Sponsored Content

When a company pays for content to air or be printed and gets credit for underwriting the show, editorial section or individual article, that’s sponsored content.

Or that’s what it’s meant for most of its usage history. Today’s print and digital content marketers are using the term to describe more than one method of creating, buying and selling editorial content.

Sponsored content goes back more than 80 years to radio and TV programs like Ma Perkins (Oxydol), Kraft Theater, Captain Midnight (Ovaltine), General Electric Theater, The Lone Ranger (General Mills), etc. These programs were “brought to you by” a product or company. Ever wonder where the term “soap opera” came from? It started as a term to describe the daytime TV serials sponsored by laundry, dishwashing and bath soap brands.

Before the recent evolution of content marketing, sponsored content was created by a publisher or broadcaster. A TV or radio broadcaster might introduce a program with the name of the show, followed by, “Brought to you XYZ Soap,” or “Sponsored by ABC Bread.” The sponsor would get special advertising consideration, either in the form of no ads appearing during the broadcast, no ads appearing other than the sponsor’s, or no competitor ads appearing.

In magazines and newspapers, special features might appear, branded with a sponsor’s name and ads nearby. The content would not mention the sponsor, but the sponsor benefitted from being associated with the content. For example, a magazine might run a special feature on family summer vacation destinations, with an airline or minivan maker sponsoring the feature. A golf magazine might run a feature on tips for senior golfers, with the editorial sponsored by a financial services company or assisted living home chain.

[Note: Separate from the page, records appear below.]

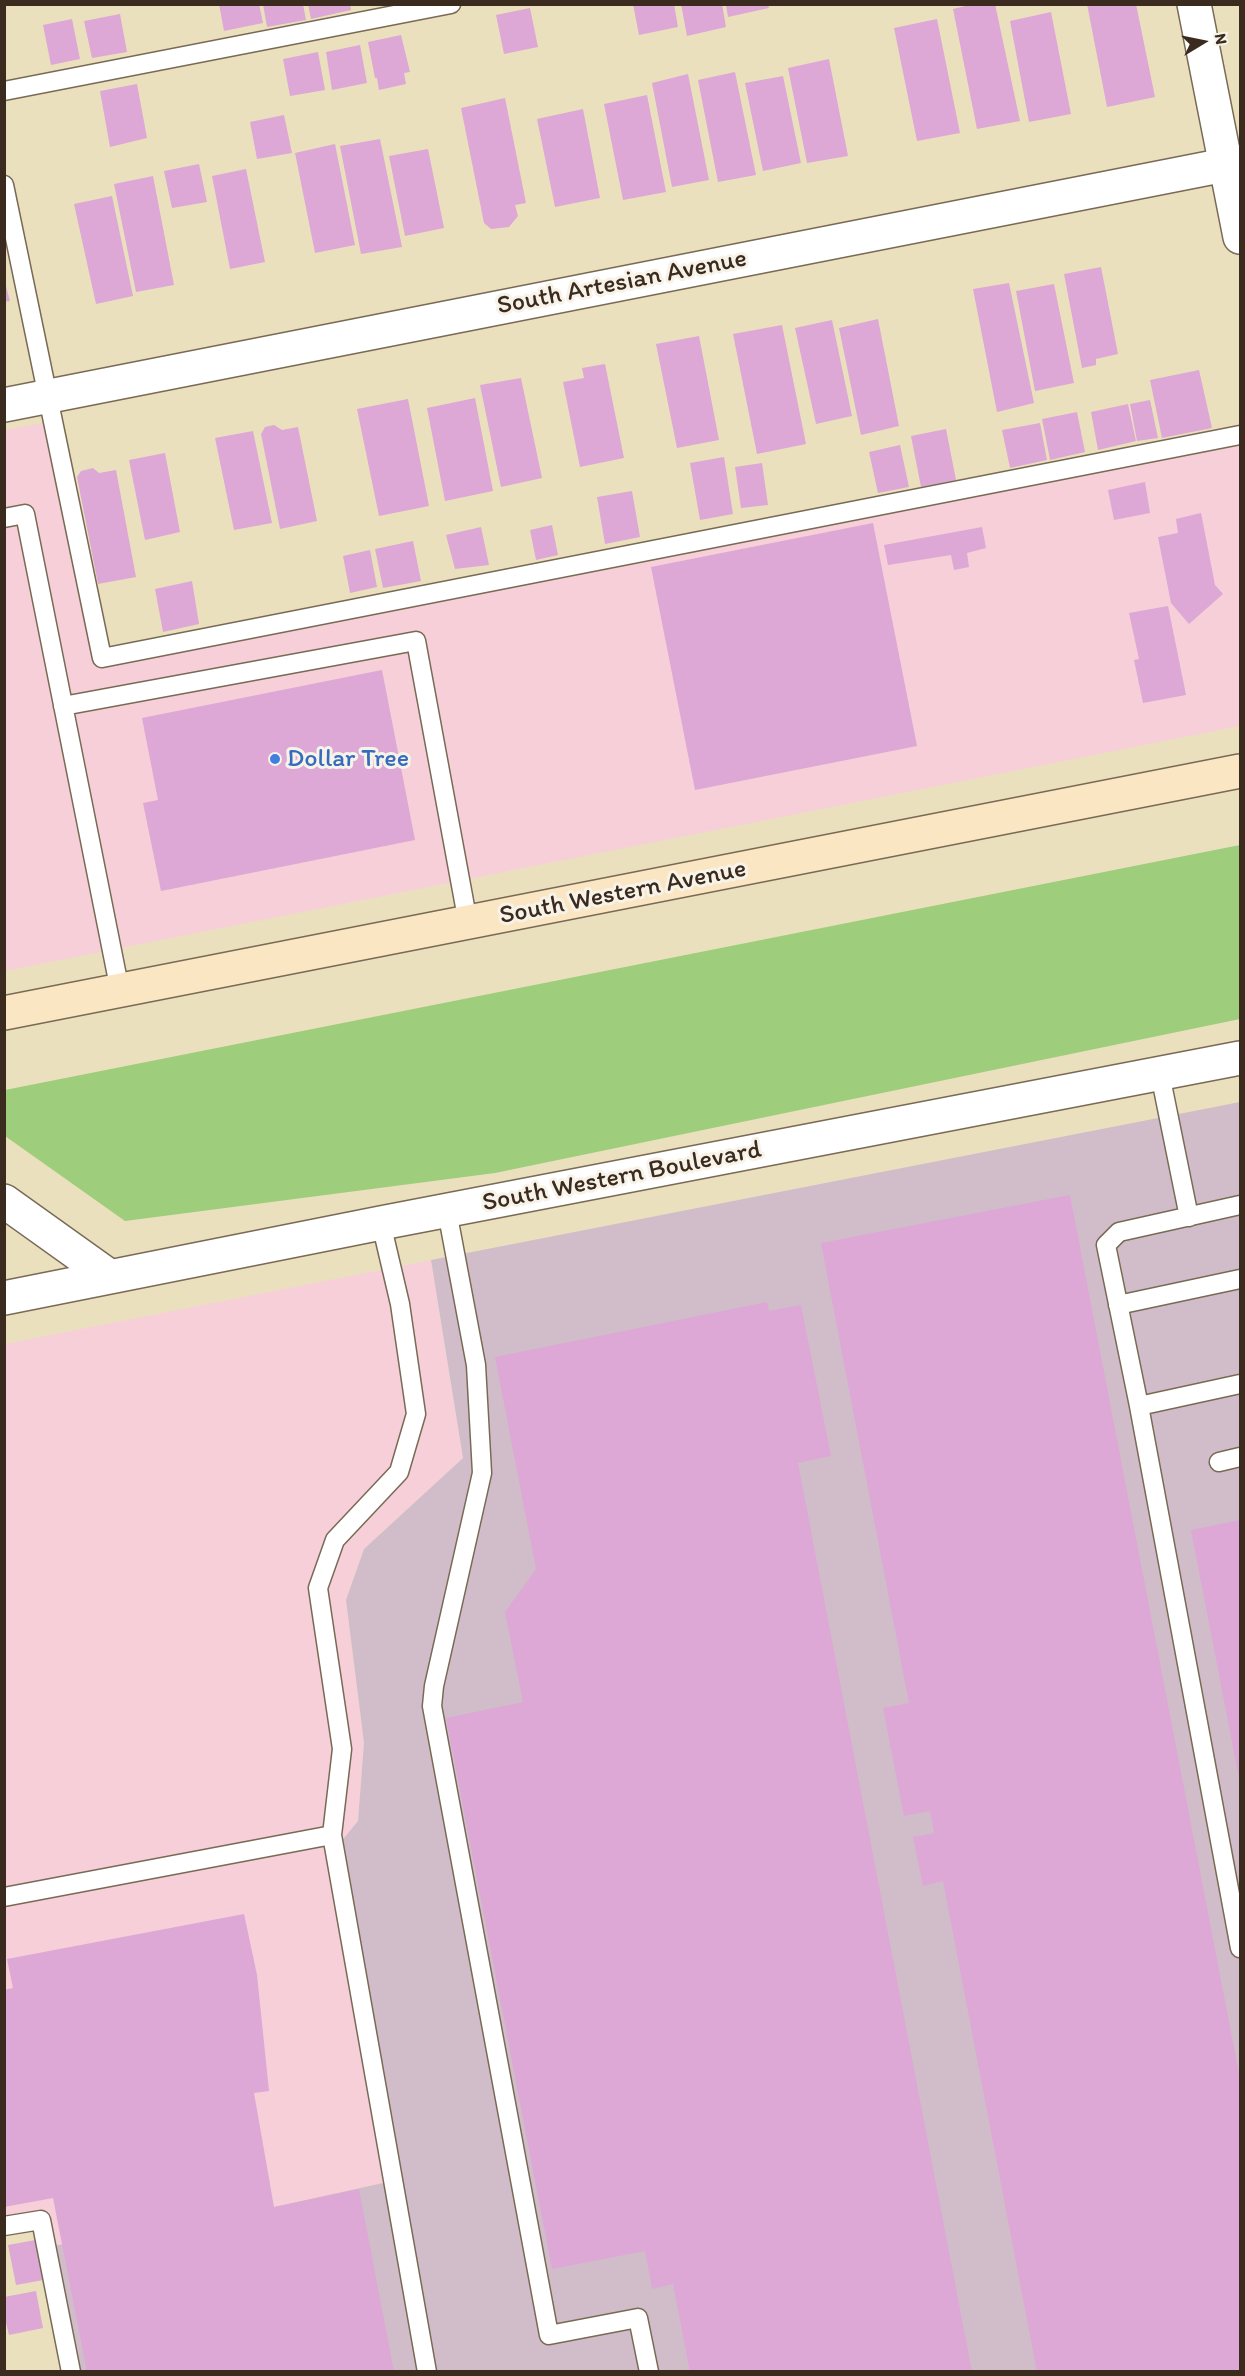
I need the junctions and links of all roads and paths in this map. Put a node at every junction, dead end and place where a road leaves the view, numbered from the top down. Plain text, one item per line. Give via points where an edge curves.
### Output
1 (451, 4) edge
2 (1194, 4) edge
3 (4, 90) edge
4 (1234, 163) edge
5 (4, 185) edge
6 (1240, 237) edge
7 (48, 395) junction
8 (4, 405) edge
9 (1240, 435) edge
10 (4, 518) edge
11 (63, 706) junction
12 (1240, 771) edge
13 (468, 923) junction
14 (120, 991) junction
15 (4, 1013) edge
16 (1240, 1058) edge
17 (1160, 1074) junction
18 (4, 1202) edge
19 (1240, 1205) edge
20 (447, 1211) junction
21 (1189, 1217) junction
22 (381, 1223) junction
23 (109, 1276) junction
24 (1240, 1279) edge
25 (4, 1298) edge
26 (1118, 1305) junction
27 (1240, 1384) edge
28 (1139, 1406) junction
29 (1240, 1457) edge
30 (1219, 1462) dead end
31 (332, 1835) junction
32 (4, 1897) edge
33 (1240, 1948) edge
34 (4, 2226) edge
35 (71, 2372) edge
36 (427, 2372) edge
37 (649, 2372) edge

1 - 3 lane
2 - 4 street
4 - 6 street
4 - 7 street, South Artesian Avenue
5 - 7 lane
7 - 8 street, South Artesian Avenue
7 - 9 lane via 102,658
10 - 11 lane via 24,514
11 - 13 lane via 416,641
11 - 14 lane
12 - 13 main road, South Western Avenue
13 - 14 main road, South Western Avenue
14 - 15 main road, South Western Avenue
16 - 17 street, South Western Boulevard
17 - 20 street, South Western Boulevard
17 - 21 lane
18 - 23 street
19 - 21 lane
20 - 22 street, South Western Boulevard
20 - 37 lane via 476,1365 482,1473 432,1706 549,2335 638,2318
21 - 26 lane via 1119,1232 1106,1245
22 - 23 street, South Western Boulevard
22 - 31 lane via 400,1304 416,1414 399,1472 335,1540 318,1587 342,1749
23 - 25 street, South Western Boulevard
24 - 26 lane
26 - 28 lane
27 - 28 lane
28 - 33 lane
29 - 30 lane
31 - 32 lane
31 - 36 lane
34 - 35 lane via 41,2220

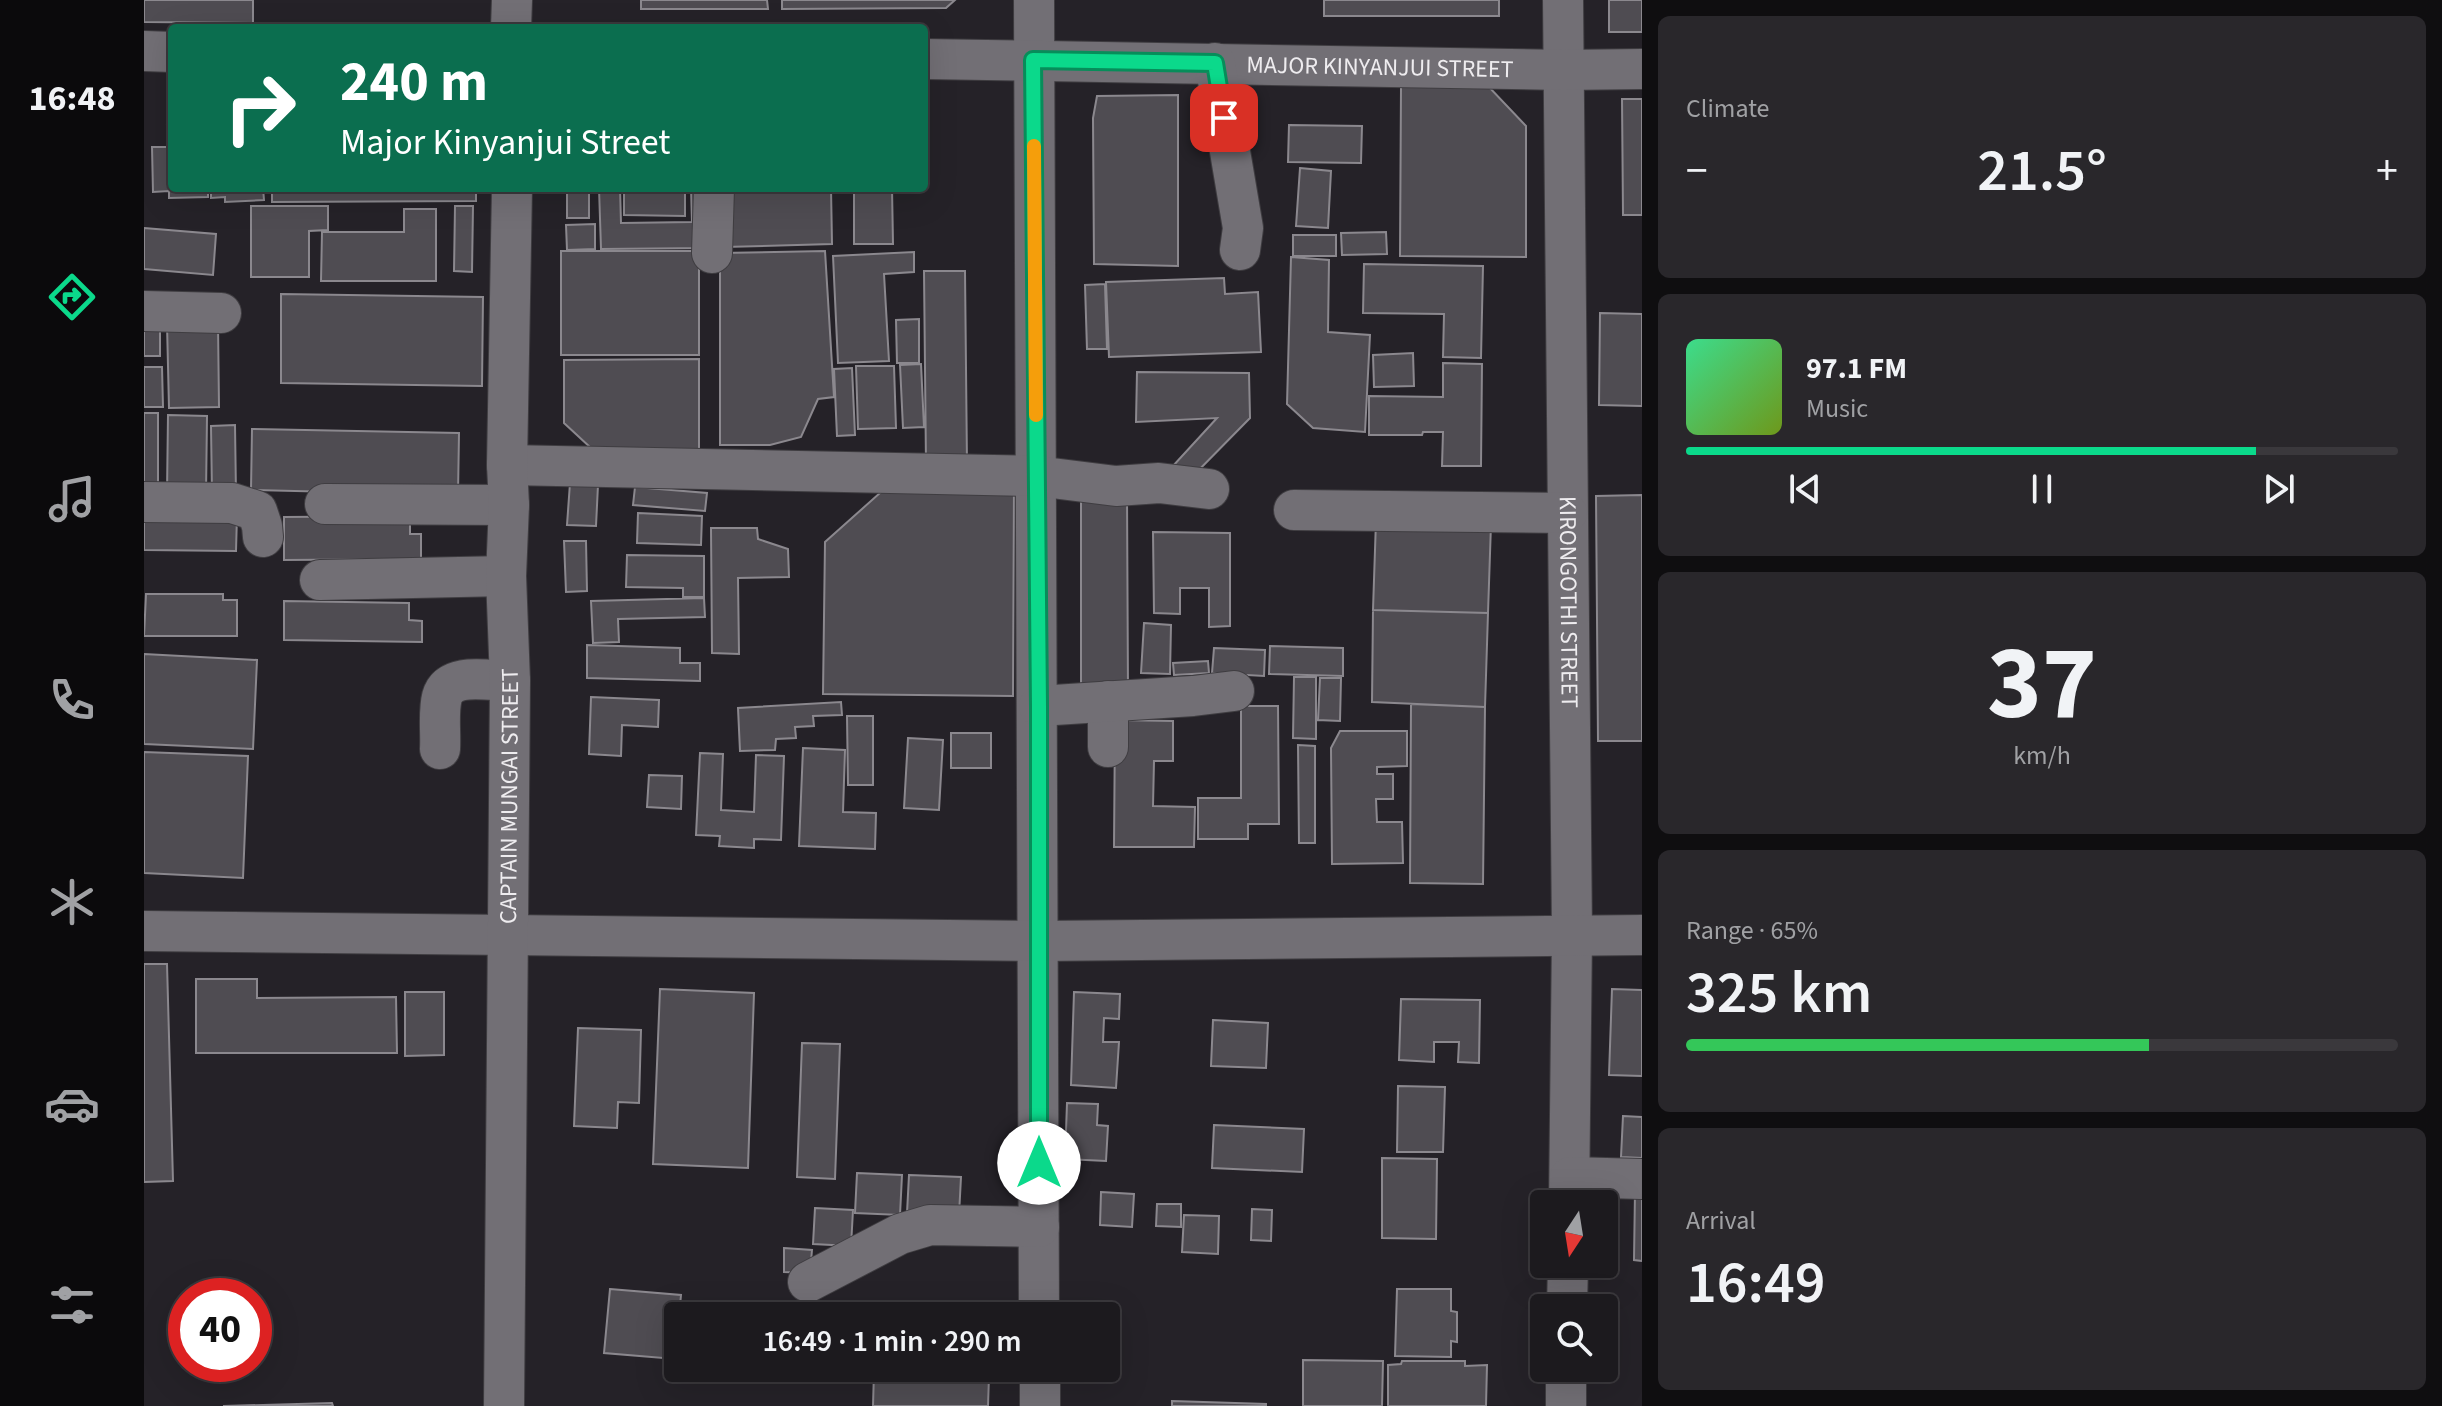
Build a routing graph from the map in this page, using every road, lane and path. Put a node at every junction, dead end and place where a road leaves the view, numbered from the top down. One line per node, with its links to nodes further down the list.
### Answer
1 (512, 0): 4 (street)
2 (1034, 0): 8 (street)
3 (1563, 0): 11 (street, KIRONGOTHI STREET)
4 (511, 24)
5 (144, 51): 6 (street)
6 (168, 52)
7 (928, 59): 8 (street, MAJOR KINYANJUI STREET)
8 (1033, 60): 9 (street, MAJOR KINYANJUI STREET); 19 (street)
9 (1215, 63): 11 (street, MAJOR KINYANJUI STREET); 14 (street)
10 (1642, 69): 11 (street, MAJOR KINYANJUI STREET)
11 (1563, 70): 25 (street, KIRONGOTHI STREET)
12 (512, 192): 18 (street, CAPTAIN MUNGAI STREET)
13 (714, 192): 15 (street)
14 (1240, 250)
15 (712, 253)
16 (144, 311): 17 (street)
17 (221, 313)
18 (507, 465): 19 (street); 23 (street, CAPTAIN MUNGAI STREET)
19 (1036, 476): 20 (street); 32 (street)
20 (1209, 489)
21 (144, 502): 26 (street)
22 (325, 504): 23 (street)
23 (509, 505): 27 (street, CAPTAIN MUNGAI STREET)
24 (1294, 510): 25 (street)
25 (1567, 513): 37 (street, KIRONGOTHI STREET)
26 (263, 537)
27 (506, 576): 28 (street); 29 (street, CAPTAIN MUNGAI STREET)
28 (320, 580)
29 (510, 681): 34 (street); 36 (street, CAPTAIN MUNGAI STREET)
30 (1234, 691): 31 (street)
31 (1108, 701): 32 (street); 33 (street)
32 (1039, 706): 39 (street)
33 (1108, 747)
34 (440, 749)
35 (144, 931): 36 (street)
36 (507, 934): 39 (street); 47 (street, CAPTAIN MUNGAI STREET)
37 (1572, 934): 38 (street); 39 (street); 41 (street, KIRONGOTHI STREET)
38 (1642, 935)
39 (1039, 941): 42 (street)
40 (1642, 1179): 41 (street)
41 (1569, 1190)
42 (1039, 1227): 43 (street); 44 (street)
43 (808, 1282)
44 (1039, 1302)
45 (1040, 1382): 48 (street)
46 (1566, 1382): 49 (street)
47 (504, 1406)
48 (1040, 1406)
49 (1566, 1406)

Today, the term “sponsored content” is used in various ways depending on who’s using the phrase. In some cases, sponsored content is simply a euphemism for native advertising (the two terms are interchangeable). The term doesn’t refer to advertorials, where the advertiser controls the content from start to finish. It’s an ad.

Tribune Media Services calls sponsored content that appears on their website properties as “brand content” instead of “sponsored content,” although the content is clearly sponsored by a paying advertiser.

In other uses, “sponsored content” means the sponsor has little or no input into the content and does not create it. Sponsors have always been able to influence the creation of content by threatening to pull their sponsorship if they didn’t like the show or article, but publishers and broadcasters focused more on creating content their audiences wanted than they did on pleasing sponsors.

If you hear someone discussing or pitching “sponsored content” today, you’ll be wise to ask if the person is in fact talking about native advertising. Ask about the parameters of the publisher’s and sponsor’s roles whenever you hear someone use the term “sponsored content.”